The number 0.1 is not representable in the internal format for double
numbers of your compiler, see for example IEEE-754. In binary format,
0.1 has a infinite length periodic mantissa:
0.1 (10) == 0.00011001100110011... (2), with a period length of four
digits. This is analog to 1/3 with base 10: 1/3 = 0,33333... (10) and
with base 3 it is just 0.1 (3), no periodic repetition.

The compiler selects the closest match it can store internally which
is off by ~10^(-1 for Visual C++ 2005. Your repeated adding of this
only-nearly-0.1 number accumulates an error that gives you the
"strange" behavior.

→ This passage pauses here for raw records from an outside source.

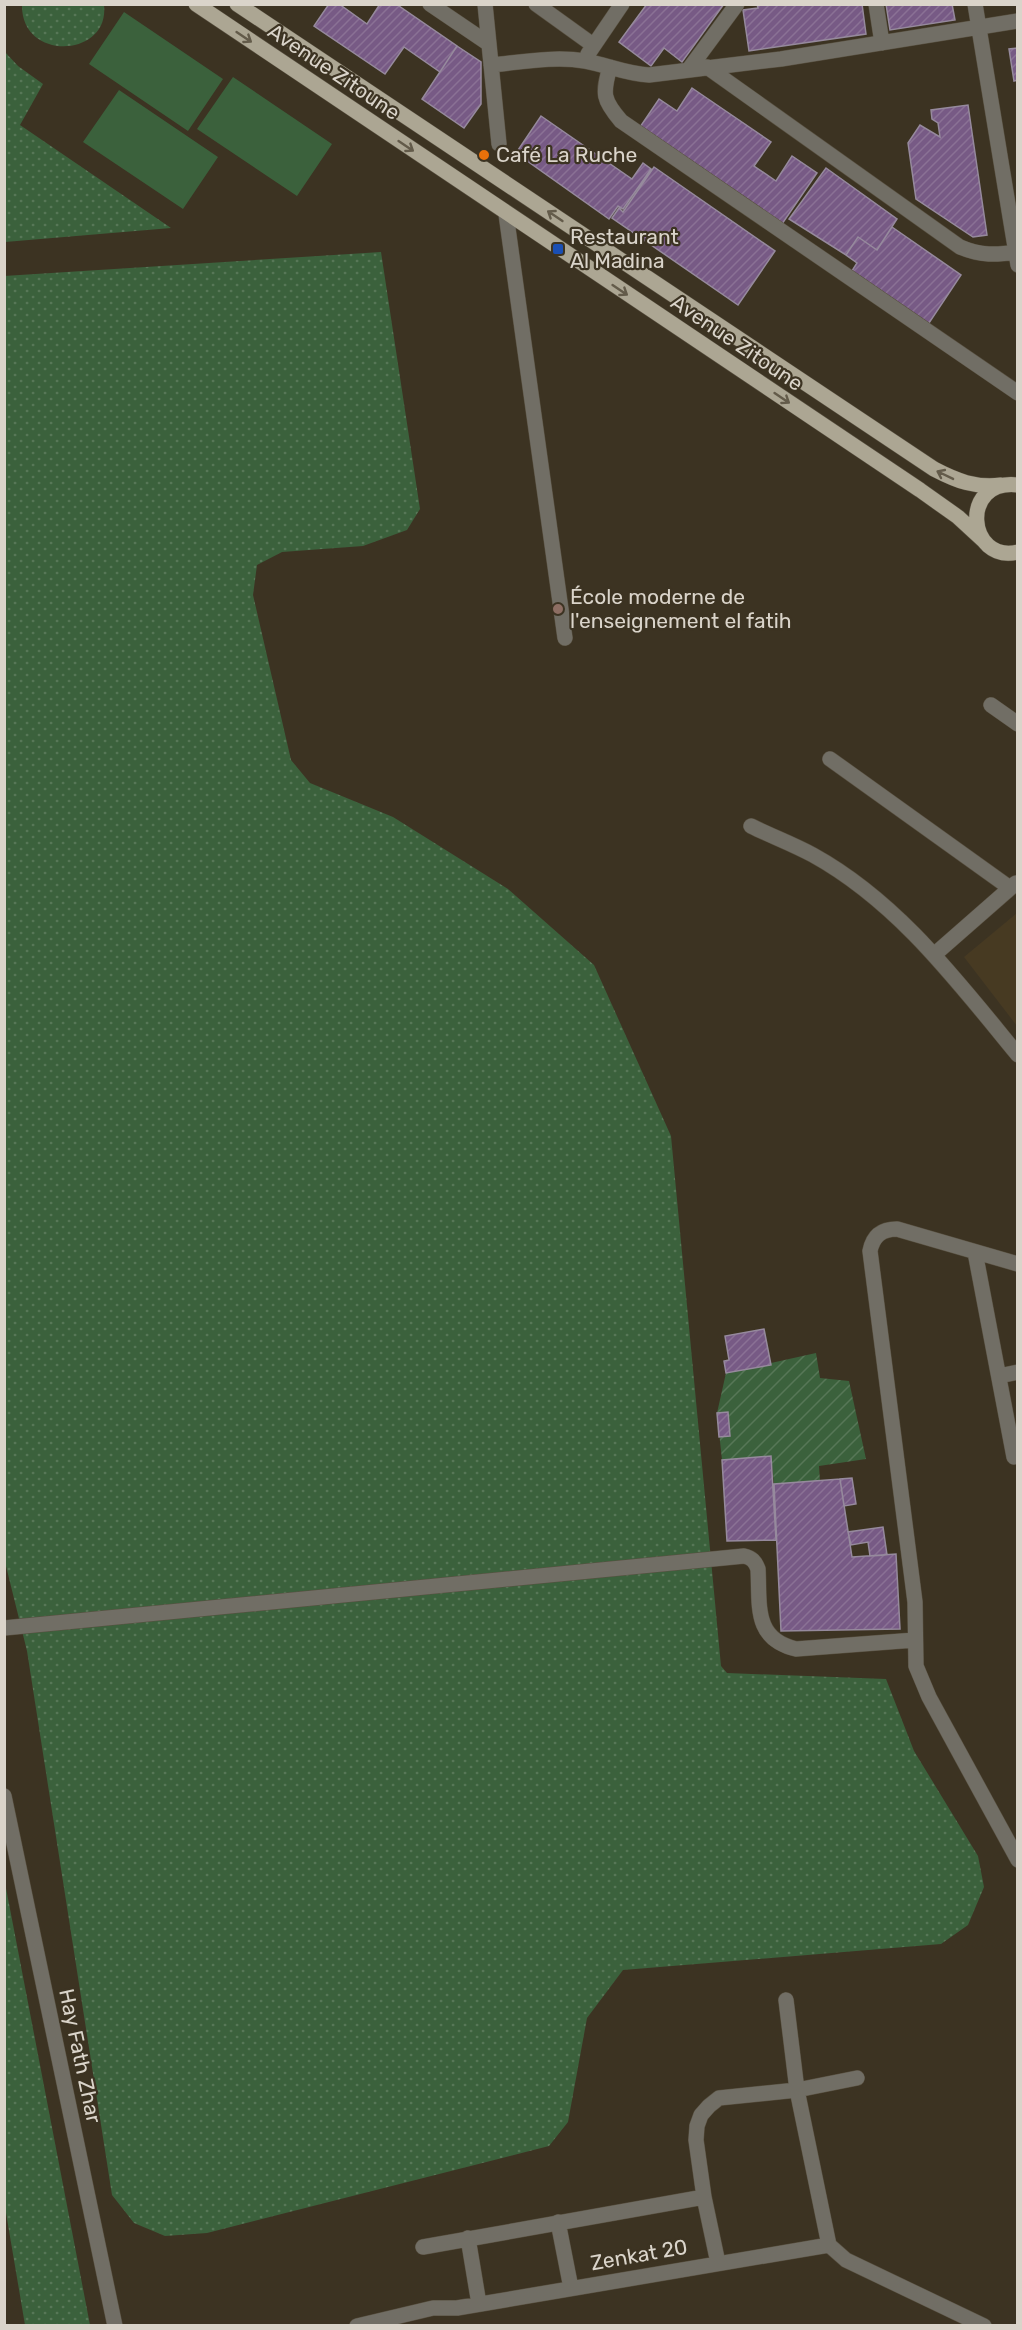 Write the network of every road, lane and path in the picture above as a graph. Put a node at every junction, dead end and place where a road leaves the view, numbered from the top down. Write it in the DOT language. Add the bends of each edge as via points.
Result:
graph roads {
  1 [pos="196,4"];
  2 [pos="237,4"];
  3 [pos="430,4"];
  4 [pos="485,4"];
  5 [pos="536,4"];
  6 [pos="622,4"];
  7 [pos="736,4"];
  8 [pos="876,4"];
  9 [pos="975,4"];
  10 [pos="1017,21"];
  11 [pos="979,28"];
  12 [pos="882,43"];
  13 [pos="489,44"];
  14 [pos="594,45"];
  15 [pos="583,61"];
  16 [pos="491,65"];
  17 [pos="707,67"];
  18 [pos="610,68"];
  19 [pos="689,69"];
  20 [pos="499,144"];
  21 [pos="506,214"];
  22 [pos="1017,257"];
  23 [pos="1017,393"];
  24 [pos="1010,483"];
  25 [pos="983,540"];
  26 [pos="1001,552"];
  27 [pos="1017,552"];
  28 [pos="1017,558"];
  29 [pos="565,638"];
  30 [pos="991,705"];
  31 [pos="1017,724"];
  32 [pos="830,759"];
  33 [pos="751,826"];
  34 [pos="1014,884"];
  35 [pos="935,954"];
  36 [pos="1017,1055"];
  37 [pos="975,1252"];
  38 [pos="1017,1264"];
  39 [pos="1017,1372"];
  40 [pos="999,1376"];
  41 [pos="1014,1457"];
  42 [pos="4,1628"];
  43 [pos="915,1640"];
  44 [pos="4,1796"];
  45 [pos="1017,1860"];
  46 [pos="786,2000"];
  47 [pos="857,2078"];
  48 [pos="797,2090"];
  49 [pos="704,2197"];
  50 [pos="558,2222"];
  51 [pos="468,2238"];
  52 [pos="829,2245"];
  53 [pos="423,2247"];
  54 [pos="718,2263"];
  55 [pos="571,2288"];
  56 [pos="478,2304"];
  57 [pos="116,2325"];
  58 [pos="357,2325"];
  59 [pos="984,2325"];
  1 -- 21 [label="main road, Avenue Zitoune, one-way"];
  24 -- 2 [label="main road, Avenue Zitoune, one-way" via="983,487 962,483 934,469"];
  3 -- 13 [label="street"];
  4 -- 13 [label="street"];
  5 -- 14 [label="street"];
  6 -- 14 [label="street"];
  7 -- 19 [label="street"];
  8 -- 12 [label="street"];
  9 -- 11 [label="street"];
  10 -- 11 [label="street"];
  11 -- 12 [label="street"];
  11 -- 22 [label="street"];
  12 -- 17 [label="street"];
  13 -- 16 [label="street"];
  14 -- 15 [label="street"];
  15 -- 16 [label="street"];
  15 -- 18 [label="street"];
  16 -- 20 [label="street"];
  17 -- 19 [label="street"];
  17 -- 22 [label="street" via="960,247 974,253"];
  18 -- 19 [label="street" via="634,74"];
  18 -- 23 [label="street" via="605,98 621,121"];
  21 -- 25 [label="main road, Avenue Zitoune, one-way" via="920,490"];
  21 -- 29 [label="street"];
  24 -- 25 [label="main road" via="991,490 977,508 977,530"];
  25 -- 26 [label="main road, Avenue Zitoune"];
  26 -- 27 [label="main road"];
  26 -- 28 [label="main road"];
  30 -- 31 [label="street"];
  32 -- 34 [label="street"];
  33 -- 35 [label="street" via="813,855 875,897"];
  34 -- 35 [label="street"];
  35 -- 36 [label="street"];
  37 -- 38 [label="street"];
  37 -- 40 [label="street"];
  37 -- 43 [label="street" via="897,1229 878,1234 870,1251 915,1602"];
  39 -- 40 [label="street"];
  40 -- 41 [label="street"];
  42 -- 43 [label="street" via="744,1557 756,1562 758,1569 762,1624 782,1646 796,1649"];
  43 -- 45 [label="street" via="921,1682"];
  44 -- 57 [label="street, Hay Fath Zhar"];
  46 -- 48 [label="street"];
  47 -- 48 [label="street"];
  48 -- 49 [label="street" via="719,2098 709,2106 697,2126 696,2140"];
  48 -- 52 [label="street"];
  49 -- 50 [label="street"];
  49 -- 54 [label="street"];
  50 -- 51 [label="street"];
  50 -- 55 [label="street"];
  51 -- 53 [label="street"];
  51 -- 56 [label="street"];
  52 -- 54 [label="street, Zenkat 20"];
  52 -- 59 [label="street" via="846,2260"];
  54 -- 55 [label="street, Zenkat 20"];
  55 -- 56 [label="street, Zenkat 20"];
  56 -- 58 [label="street, Zenkat 20" via="434,2308"];
} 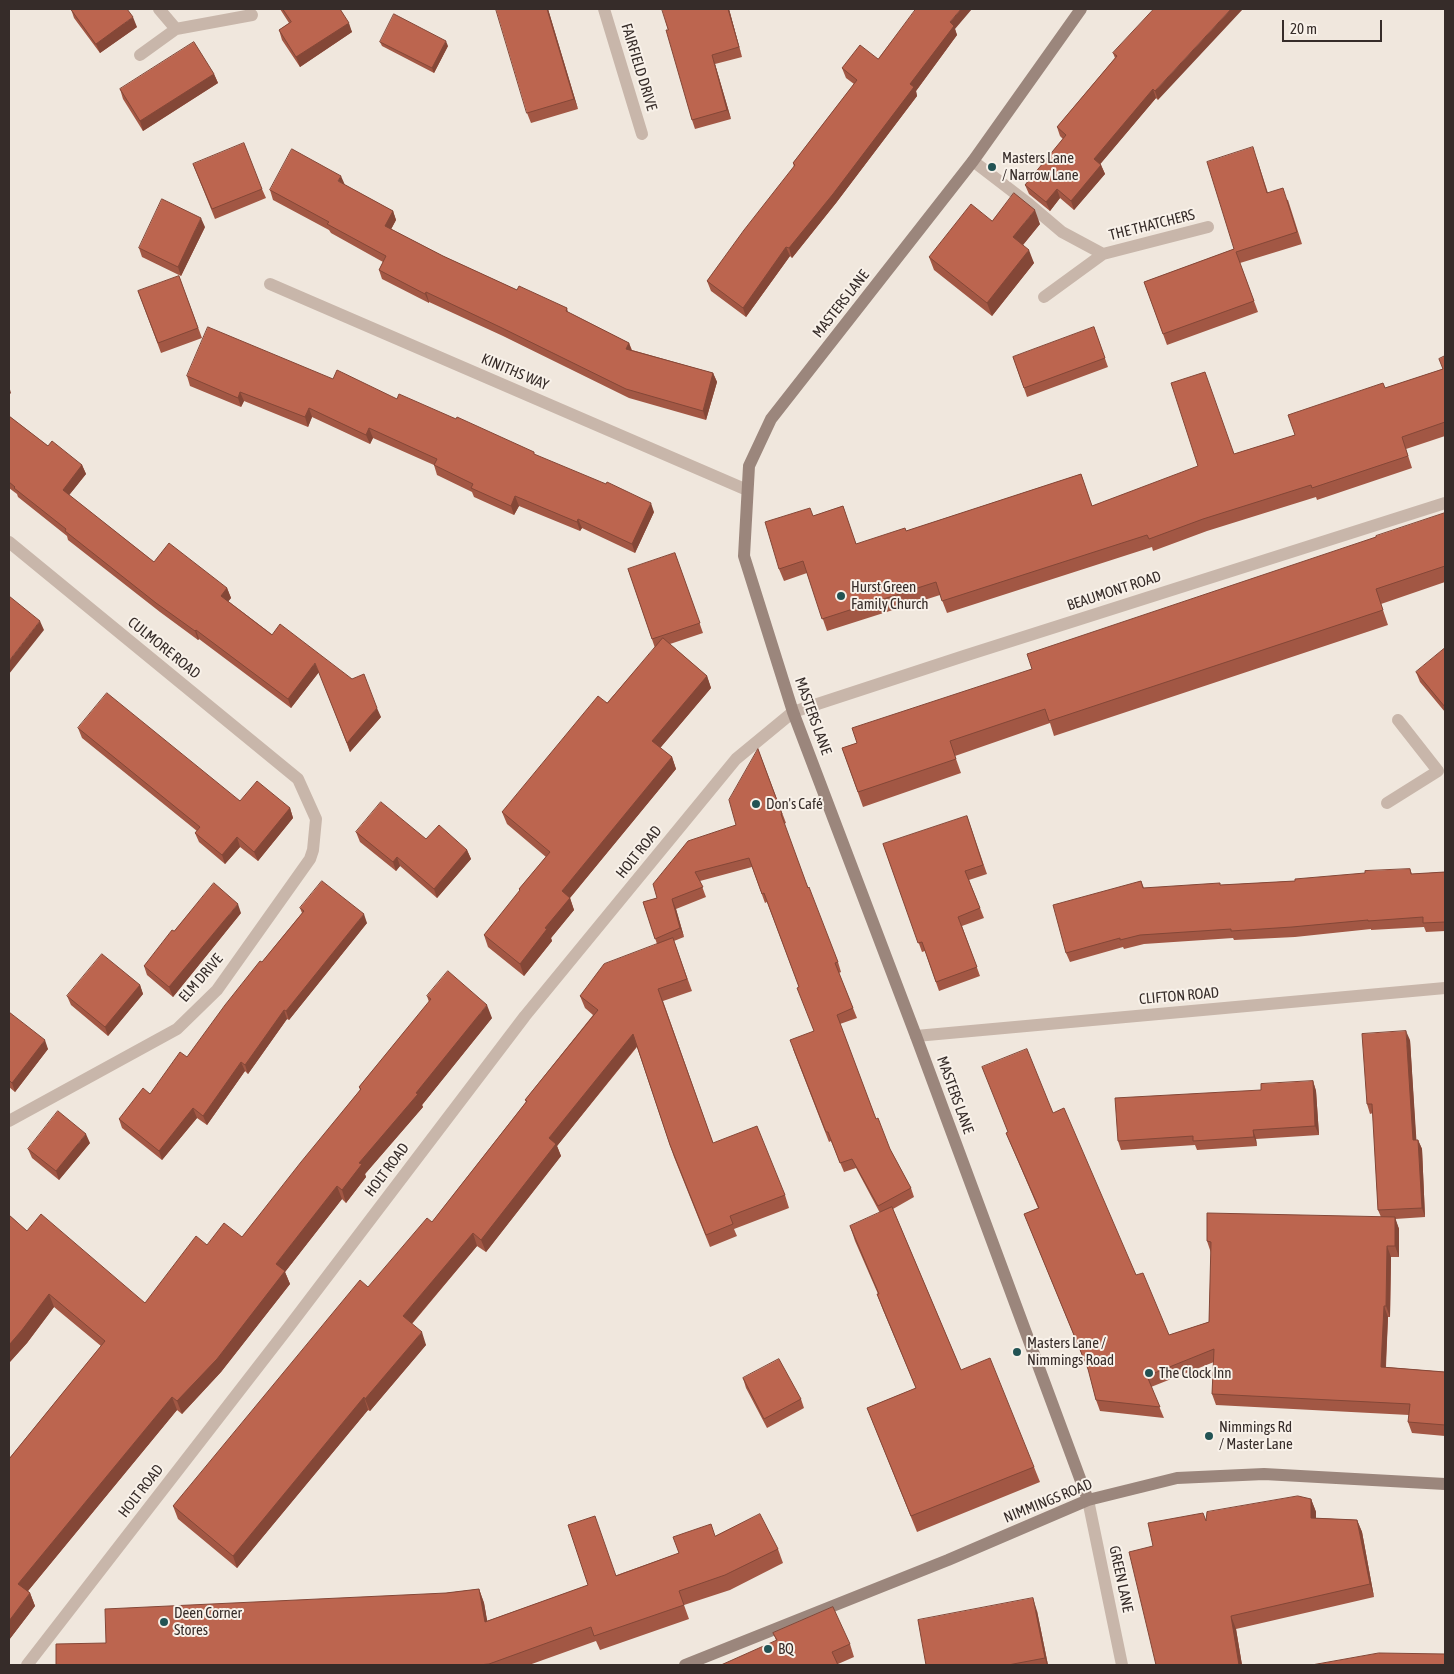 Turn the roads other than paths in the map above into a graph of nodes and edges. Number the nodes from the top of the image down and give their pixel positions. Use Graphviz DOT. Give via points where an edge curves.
graph roads {
  1 [pos="159,9"];
  2 [pos="604,9"];
  3 [pos="1081,9"];
  4 [pos="252,15"];
  5 [pos="176,29"];
  6 [pos="140,55"];
  7 [pos="642,134"];
  8 [pos="974,161"];
  9 [pos="1208,227"];
  10 [pos="1103,254"];
  11 [pos="270,284"];
  12 [pos="1044,297"];
  13 [pos="747,490"];
  14 [pos="1445,504"];
  15 [pos="9,542"];
  16 [pos="793,712"];
  17 [pos="1398,720"];
  18 [pos="1442,774"];
  19 [pos="298,780"];
  20 [pos="1387,803"];
  21 [pos="1445,988"];
  22 [pos="916,1036"];
  23 [pos="9,1121"];
  24 [pos="1445,1484"];
  25 [pos="1088,1500"];
  26 [pos="27,1665"];
  27 [pos="685,1665"];
  28 [pos="1122,1665"];
  1 -- 5 [label="street"];
  2 -- 7 [label="street, FAIRFIELD DRIVE"];
  3 -- 8 [label="street, MASTERS LANE"];
  4 -- 5 [label="street"];
  5 -- 6 [label="street"];
  8 -- 10 [label="street, THE THATCHERS" via="1062,232"];
  8 -- 13 [label="street, MASTERS LANE" via="771,419 750,466"];
  9 -- 10 [label="street, THE THATCHERS"];
  10 -- 12 [label="street, THE THATCHERS"];
  11 -- 13 [label="street, KINITHS WAY"];
  13 -- 16 [label="street, MASTERS LANE" via="744,556"];
  14 -- 16 [label="street, BEAUMONT ROAD"];
  15 -- 19 [label="street, CULMORE ROAD"];
  16 -- 22 [label="street, MASTERS LANE"];
  16 -- 26 [label="street, HOLT ROAD" via="736,759 525,1016"];
  17 -- 18 [label="street"];
  18 -- 20 [label="street"];
  19 -- 23 [label="street, ELM DRIVE" via="316,819 310,859 217,990 177,1029"];
  21 -- 22 [label="street, CLIFTON ROAD"];
  22 -- 25 [label="street, MASTERS LANE"];
  24 -- 25 [label="street, NIMMINGS ROAD" via="1264,1474 1216,1476 1177,1478"];
  25 -- 27 [label="street, NIMMINGS ROAD"];
  25 -- 28 [label="street, GREEN LANE"];
}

Machine double numbers are a finite subset of the
infinite real number domain. The operations on them executed by a
computer are similar but not identical to the math +, -, *, /, ...
operators 0.1 + 0.1 + 0.1 + 0.1 + 0.1 .

You should not check identity of two doubles like in "if ( i ==
0.15 ) ...". Better define a error margin, eg:

const double eps = 1E-9;
if ( i < 0.15 + eps && i > 0.15 - eps ) ...

This will save you from some nasty surprises in real applications.
Note, you should adapt eps according to your expected accumulated
error, depending on the operations you executed before, 10^(-9) may be
to small or too large.

> When checking if ( i==0.1) { printf( "foundXX %f\n",i);} it does not
> print foundXX 0.1!!
> Why exactly does it think that 0.1 is < than 0.1!!??


Try a variation on the 2nd printf() in your code:

printf( "foundXX %20.18lf (%20.18lf)\n", i, i - 0.1 );

> Thanks


My pleasure.

Michael.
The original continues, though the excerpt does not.